Giovanni Boccaccio
Trattatello in laude di Dante
XIII
Sua perseveranza al lavoro
Non poterono gli amorosi disiri, né le dolenti lagrime, né la sollecitudine casalinga, né la lusinghevole gloria de publici ofici, né il miserabile esilio, né la intollerabile povertà giammai con le lor forze rimuovere il nostro Dante dal principale intento, cioè da sacri studii; perciò che, sì come si vederà dove appresso partitamente dell'opere da lui fatte si farà menzione, egli, nel mezzo di qualunque fu più fiera delle passioni sopra dette, si troverà componendo essersi esercitato. E se, ostanti cotanti e così fatti avversarii, quanti e quali di sopra sono stati mostrati, egli per forza d'ingegno e di perseveranza riuscì chiaro qual noi veggiamo, che si può sperare che esso fosse divenuto, avendo avuti altrettanti aiutatori, o almeno niuno contrario, o pochissimi, come hanno molti? Certo, io non so; ma se licito fosse a dire, io direi ch'egli fosse in terra divenuto uno Iddio.
XIV
Grandezza del poeta volgare - Sua morte
Abitò adunque Dante in Ravenna,
tolta via ogni speranza di ritornare mai in Firenze, (come che tolto non fosse il disio),
più anni sotto la protezione del grazioso signore; e quivi con le sue dimostrazioni fece
più scolari in poesia e massimamente nella volgare; la quale, secondo il mio giudicio,
egli primo non altramenti fra noi Italici esaltò e recò in pregio, che la sua Omero
tra Greci o Virgilio tra Latini.
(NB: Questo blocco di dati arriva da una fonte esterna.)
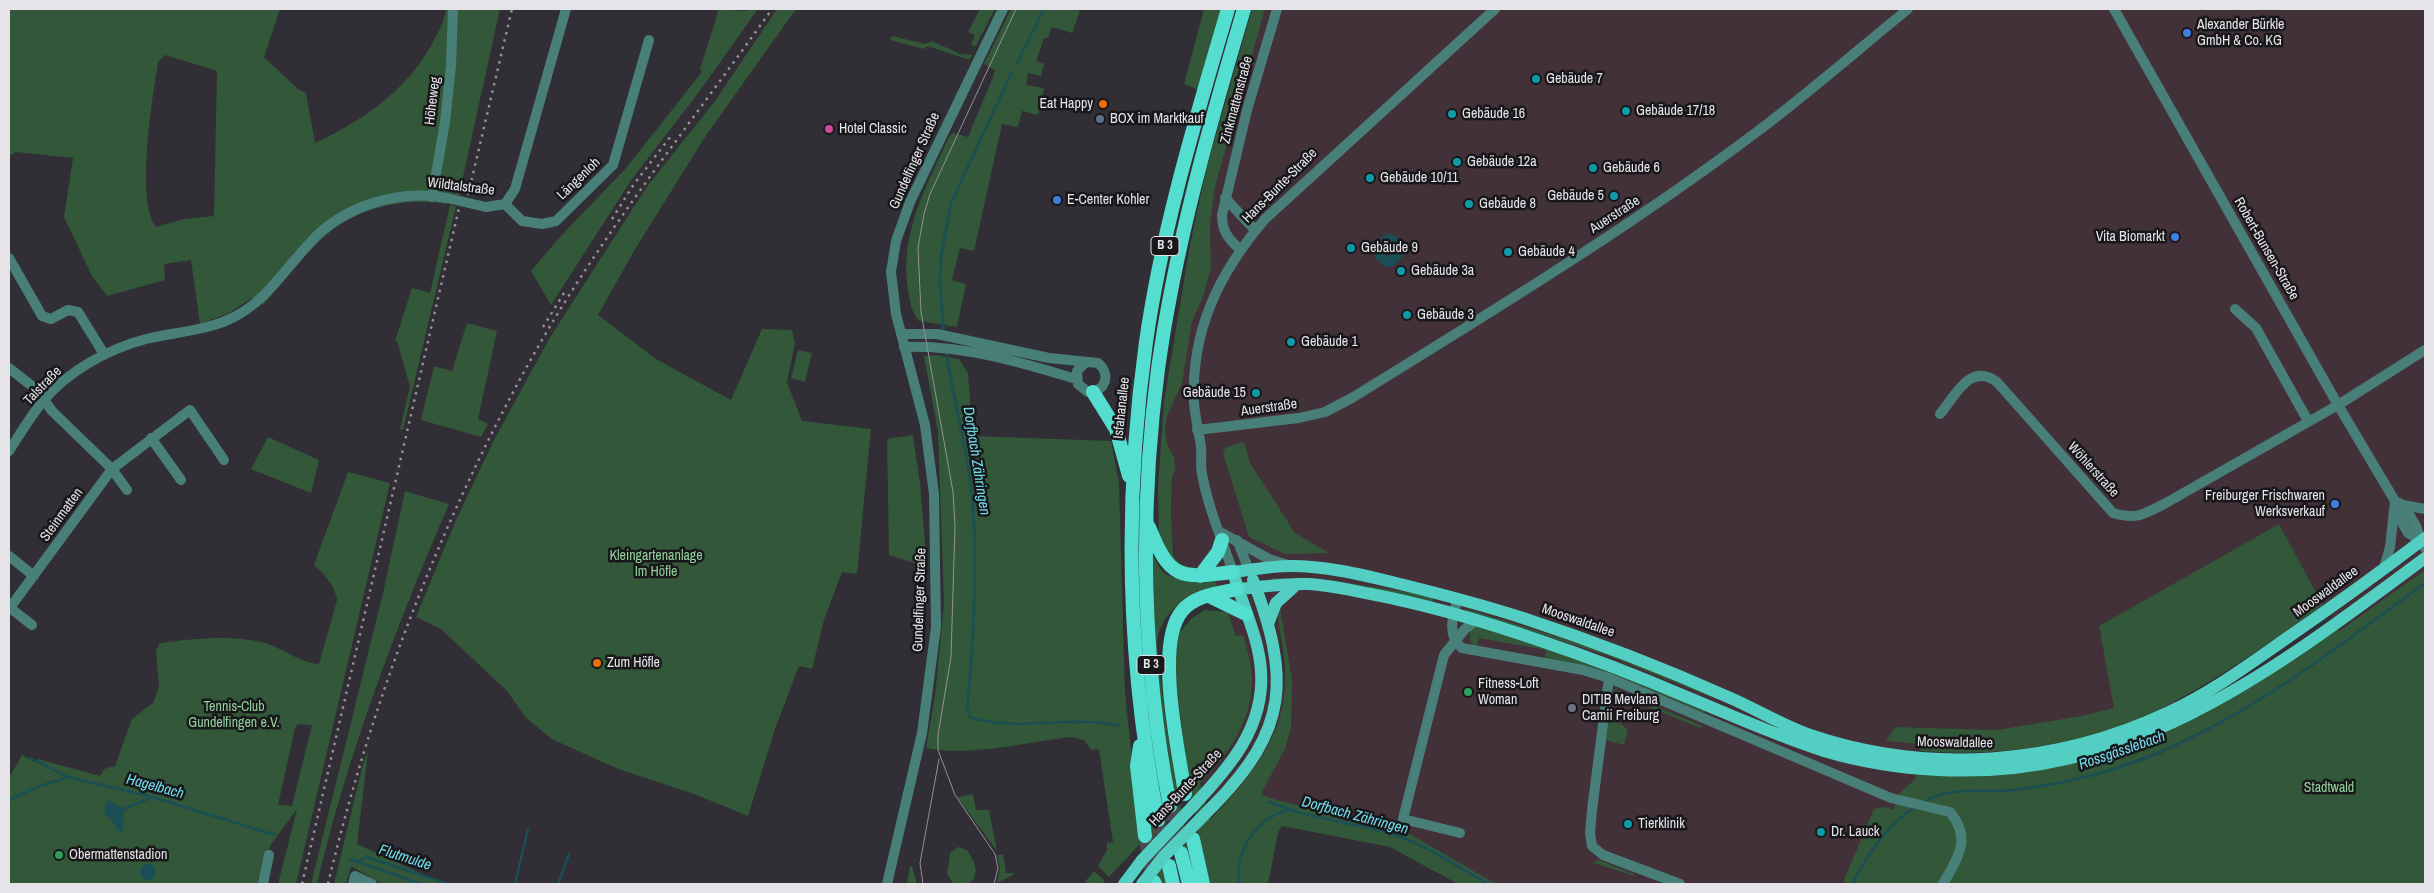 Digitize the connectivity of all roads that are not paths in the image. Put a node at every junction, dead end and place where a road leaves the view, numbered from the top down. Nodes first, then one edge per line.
1 (454, 9) edge
2 (566, 9) edge
3 (1003, 9) edge
4 (1228, 9) edge
5 (1244, 9) edge
6 (1277, 9) edge
7 (1495, 9) edge
8 (1908, 9) edge
9 (2114, 9) edge
10 (648, 40) dead end
11 (432, 196) junction
12 (1225, 198) junction
13 (505, 204) junction
14 (1255, 230) junction
15 (1240, 249) junction
16 (9, 258) edge
17 (2235, 309) dead end
18 (902, 334) junction
19 (904, 347) junction
20 (2425, 350) edge
21 (106, 354) junction
22 (1085, 363) junction
23 (9, 368) edge
24 (1076, 379) junction
25 (1093, 392) junction
26 (44, 400) junction
27 (2338, 405) junction
28 (1940, 414) dead end
29 (2308, 421) junction
30 (1197, 430) junction
31 (150, 439) junction
32 (9, 451) edge
33 (224, 460) dead end
34 (112, 469) junction
35 (181, 480) dead end
36 (1132, 489) junction
37 (127, 490) dead end
38 (2398, 506) junction
39 (2425, 509) edge
40 (1147, 522) junction
41 (1221, 536) junction
42 (1237, 540) junction
43 (2424, 542) edge
44 (9, 556) edge
45 (2425, 558) edge
46 (1291, 566) junction
47 (2384, 568) junction
48 (1249, 570) junction
49 (1232, 572) junction
50 (34, 576) junction
51 (1200, 576) junction
52 (1298, 584) junction
53 (1255, 587) junction
54 (1238, 589) junction
55 (1209, 596) junction
56 (1458, 598) junction
57 (9, 608) edge
58 (1454, 613) junction
59 (1246, 614) junction
60 (1478, 620) junction
61 (1268, 624) junction
62 (32, 625) dead end
63 (1454, 642) junction
64 (1609, 678) junction
65 (1143, 730) junction
66 (1185, 794) dead end
67 (1170, 806) tunnel mouth
68 (1158, 820) tunnel mouth
69 (1460, 833) dead end
70 (1145, 836) tunnel mouth
71 (1193, 840) dead end
72 (1181, 853) tunnel mouth
73 (270, 855) dead end
74 (1169, 866) tunnel mouth
75 (1151, 883) edge
76 (263, 884) edge
77 (353, 884) edge
78 (372, 884) edge
79 (887, 884) edge
80 (1124, 884) edge
81 (1173, 884) edge
82 (1189, 884) edge
83 (1203, 884) edge
84 (1680, 884) edge
85 (1943, 884) edge

1 - 11 street, Höheweg
2 - 13 street, Wildtalstraße
3 - 18 street, Gundelfinger Straße
4 - 36 highway, Isfahanallee / B 3
5 - 40 highway, B 3
6 - 12 street, Zinkmattenstraße
7 - 14 street, Hans-Bunte-Straße
8 - 30 street, Auerstraße
9 - 27 street, Robert-Bunsen-Straße
10 - 13 street, Längenloh
11 - 13 street, Wildtalstraße, bridge
11 - 21 street, Wildtalstraße
12 - 14 street
12 - 15 street, Zinkmattenstraße
14 - 15 street, Hans-Bunte-Straße
15 - 30 street, Hans-Bunte-Straße
16 - 21 street
17 - 29 street
18 - 19 street, Gundelfinger Straße
18 - 22 street
19 - 24 street
19 - 79 street, Gundelfinger Straße
20 - 27 street, Wöhlerstraße
21 - 26 street, Talstraße
22 - 24 street
22 - 25 street
23 - 26 street
24 - 25 street
25 - 36 highway
26 - 32 street, Talstraße
26 - 34 street
27 - 29 street, Wöhlerstraße
27 - 38 street, Robert-Bunsen-Straße
28 - 29 street, Wöhlerstraße
30 - 41 street, Hans-Bunte-Straße
31 - 33 street, Steinmatten
31 - 34 street, Steinmatten
31 - 35 street
34 - 37 street
34 - 50 street, Steinmatten
36 - 65 highway, Isfahanallee / B 3
38 - 39 street
38 - 43 street, Robert-Bunsen-Straße
38 - 47 street
40 - 51 highway
40 - 67 highway, B 3
41 - 42 street
41 - 49 street, Hans-Bunte-Straße
41 - 51 highway
42 - 46 street
42 - 48 street
43 - 47 main road, Mooswaldallee
44 - 50 street
45 - 60 main road, Mooswaldallee
46 - 48 main road, Mooswaldallee
46 - 56 main road, Mooswaldallee
47 - 56 main road, Mooswaldallee
48 - 49 main road, Mooswaldallee
48 - 53 main road
49 - 51 highway
49 - 54 main road, Hans-Bunte-Straße
50 - 57 street, Steinmatten
52 - 53 main road, Mooswaldallee
52 - 58 main road, Mooswaldallee
52 - 61 main road
53 - 54 main road, Mooswaldallee
53 - 61 main road
54 - 55 highway
54 - 59 main road, Hans-Bunte-Straße
55 - 59 highway
55 - 66 highway
56 - 58 street
57 - 62 street, Steinmatten
58 - 60 main road, Mooswaldallee
58 - 63 street
59 - 80 main road, Hans-Bunte-Straße, bridge
60 - 63 street
61 - 75 main road, bridge
63 - 64 street
63 - 69 street
64 - 84 street
64 - 85 street
65 - 68 highway, Isfahanallee / B 3
65 - 70 highway
71 - 83 highway
72 - 82 highway
73 - 76 street
74 - 81 highway
77 - 78 street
Davanti a costui, come che per poco spazio
d'anni si creda che innanzi trovata fosse, niuno fu che ardire o sentimento avesse, dal
numero delle sillabe e dalla consonanza delle parti estreme in fuori, di farla essere
strumento d'alcuna artificiosa materia; anzi solamente in leggerissime cose d'amore con
essa s'esercitavano. Costui mostrò con effetto con essa ogni alta materia potersi
trattare, e glorioso sopra ogni altro fece il volgar nostro.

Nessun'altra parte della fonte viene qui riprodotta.